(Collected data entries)
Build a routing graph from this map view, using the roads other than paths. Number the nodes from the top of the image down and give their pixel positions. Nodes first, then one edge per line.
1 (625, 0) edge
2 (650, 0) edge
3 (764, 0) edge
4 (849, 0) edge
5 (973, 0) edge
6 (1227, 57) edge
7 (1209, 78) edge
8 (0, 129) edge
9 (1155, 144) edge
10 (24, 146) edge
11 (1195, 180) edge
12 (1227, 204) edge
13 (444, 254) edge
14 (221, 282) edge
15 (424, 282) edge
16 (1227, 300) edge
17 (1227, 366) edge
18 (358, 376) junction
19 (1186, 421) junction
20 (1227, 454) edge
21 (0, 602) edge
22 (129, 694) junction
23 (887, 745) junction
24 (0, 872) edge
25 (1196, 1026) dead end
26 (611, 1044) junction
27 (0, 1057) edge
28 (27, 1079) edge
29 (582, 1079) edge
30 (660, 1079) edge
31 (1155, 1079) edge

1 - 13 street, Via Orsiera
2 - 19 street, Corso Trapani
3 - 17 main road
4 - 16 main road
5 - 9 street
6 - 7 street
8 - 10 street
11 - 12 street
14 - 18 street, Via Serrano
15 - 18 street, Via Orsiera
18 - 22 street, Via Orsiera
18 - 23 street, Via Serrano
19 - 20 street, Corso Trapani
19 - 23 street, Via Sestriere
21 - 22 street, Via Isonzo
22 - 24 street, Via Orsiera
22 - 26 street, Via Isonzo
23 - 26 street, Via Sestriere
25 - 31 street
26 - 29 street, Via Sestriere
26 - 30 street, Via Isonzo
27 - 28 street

--- Exercise brief ---
Whenever a line above has the word "junction" in it, copy that line.

--- Task solution ---
18 (358, 376) junction
19 (1186, 421) junction
22 (129, 694) junction
23 (887, 745) junction
26 (611, 1044) junction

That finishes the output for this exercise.